Secession movements are increasingly active in various states. Too often, they’re simply characterized as rural—which is totally unfair to rural America. What they are is politically right wing, anti-government, libertarian—and fruitless.

The latest is a group called the Western Maryland Initiative, led by one Scott Strzelczyk, which advocates that five western counties, containing only 11 percent of the state’s population, obtain an “amicable divorce” from the rest of Maryland. The registered voting population in the five counties is predominantly Republican, contrasting the rest of the state’s overwhelmingly Democratic political demography. The Initiative’s “FreeWesternMaryland” Facebook page has garnered 4,696 likes, though it is difficult to use likes as a measure of the Initiative’s public support.

The Initiative’s Strzelczek may be a resident of western Maryland, but more influential in his desire to divorce his region from Baltimore, Silver Spring, and Bethesda are his political beliefs. According to the Washington Post, Strzelczyk seems to be a libertarian in favor of “personal liberty, less government intrusion, less federal entanglements,” though despite his libertarian support for medical marijuana and his call for government to be out of marriage, he would put the question of gay marriage to a vote. He calls himself a “constitutionalist” rather than a libertarian, which may be how he has gotten the pro bono help of Suzanne Olden, a paralegal who opposes abortion, gay marriage, stronger gun control, and, with particular venom, the state’s storm-water management fee. Another source suggests that western Maryland secessionists also complain that the state doesn’t allow hunters to kill enough bears in Garrett County.

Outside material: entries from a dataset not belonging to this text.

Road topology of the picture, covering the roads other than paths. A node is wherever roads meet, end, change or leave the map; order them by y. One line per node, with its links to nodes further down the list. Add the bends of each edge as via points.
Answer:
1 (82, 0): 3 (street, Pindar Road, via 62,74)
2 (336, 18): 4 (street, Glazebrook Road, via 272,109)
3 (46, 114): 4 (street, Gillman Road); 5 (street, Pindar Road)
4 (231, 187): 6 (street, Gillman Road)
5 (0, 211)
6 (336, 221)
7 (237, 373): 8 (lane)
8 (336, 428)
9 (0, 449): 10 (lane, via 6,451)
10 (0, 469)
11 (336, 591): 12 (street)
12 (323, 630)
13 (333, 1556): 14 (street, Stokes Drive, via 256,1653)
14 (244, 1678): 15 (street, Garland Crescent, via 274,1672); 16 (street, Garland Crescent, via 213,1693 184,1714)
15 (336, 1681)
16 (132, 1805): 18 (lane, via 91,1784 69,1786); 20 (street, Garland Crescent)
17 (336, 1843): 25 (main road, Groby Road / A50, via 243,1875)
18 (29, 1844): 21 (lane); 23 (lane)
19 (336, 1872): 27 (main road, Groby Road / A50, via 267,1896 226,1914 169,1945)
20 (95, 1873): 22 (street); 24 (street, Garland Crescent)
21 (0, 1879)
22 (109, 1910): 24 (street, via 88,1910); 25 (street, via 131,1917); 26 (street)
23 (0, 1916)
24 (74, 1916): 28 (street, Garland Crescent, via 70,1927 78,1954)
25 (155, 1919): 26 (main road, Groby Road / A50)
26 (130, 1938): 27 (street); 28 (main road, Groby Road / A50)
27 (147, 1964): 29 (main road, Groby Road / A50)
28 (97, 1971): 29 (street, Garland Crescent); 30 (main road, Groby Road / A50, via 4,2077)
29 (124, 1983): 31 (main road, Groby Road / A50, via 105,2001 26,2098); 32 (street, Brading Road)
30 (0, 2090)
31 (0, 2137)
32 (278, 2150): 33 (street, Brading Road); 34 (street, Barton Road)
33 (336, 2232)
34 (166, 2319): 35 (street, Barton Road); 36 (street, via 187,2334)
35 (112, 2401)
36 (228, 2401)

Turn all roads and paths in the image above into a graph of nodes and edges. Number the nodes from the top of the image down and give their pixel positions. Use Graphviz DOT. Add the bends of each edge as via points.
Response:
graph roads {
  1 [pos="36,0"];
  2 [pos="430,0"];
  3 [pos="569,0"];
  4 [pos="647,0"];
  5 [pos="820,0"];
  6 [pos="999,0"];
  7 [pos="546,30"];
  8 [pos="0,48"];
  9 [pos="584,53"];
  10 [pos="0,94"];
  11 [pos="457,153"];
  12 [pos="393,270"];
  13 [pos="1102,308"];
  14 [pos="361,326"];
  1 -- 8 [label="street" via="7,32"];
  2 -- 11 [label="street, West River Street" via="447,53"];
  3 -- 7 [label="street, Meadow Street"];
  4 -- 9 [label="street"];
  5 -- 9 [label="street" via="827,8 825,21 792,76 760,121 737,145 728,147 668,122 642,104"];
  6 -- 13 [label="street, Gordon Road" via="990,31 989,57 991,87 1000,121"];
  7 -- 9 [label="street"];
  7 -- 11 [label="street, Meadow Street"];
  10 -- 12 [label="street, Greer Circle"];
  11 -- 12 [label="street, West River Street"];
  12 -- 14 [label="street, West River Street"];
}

The Siskiyou County secession effort in California started with a county board of supervisors’ resolution drafted by a local radio station owner. While some of the county board’s public statements explaining their motivations cite environmental regulations, the Jefferson Statehood Project is clearer about the movement’s intentions: “Free people – Free Markets – Limited Government.” The county supervisors of neighboring Modoc County apparently plan to vote about joining the Jefferson movement later this month.

Understand these secession efforts as politically conservative, not rural, movements. Just about every year, the movement for the state of “South California” pops up, originating in the not-quite-so rural Riverside County, California located in the “Inland Empire.” South California’s advocates call for the state to include 13 counties, but scooping out Los Angeles as unwelcome. Secession advocates cite “high taxes, [an] unfriendly business environment…and large-scale government assistance” as the complaints requiring cutting ties with Sacramento.

As another example of a secession movement with a more suburban origin, on, something called the New Energy Party has a petition for Upstate New York to secede from New York State, though its definition of “upstate” seems to be everything except for the five boroughs of New York City. Making the Big Apple into the 51st state was part of the campaign platform of Norman Mailer and Jimmy Breslin when they ran for New York City mayor in 1969, but the New Energy Party’s politics aren’t quite as liberal, calling for “emancipat[ing] Up-State New York from NYC before it looks like Detroit. UP-State New York slavishly controlled by NYC liberals has become unbearable. Please continue to help US WIN Emancipation & Freedom from NYC Liberal Oppression.”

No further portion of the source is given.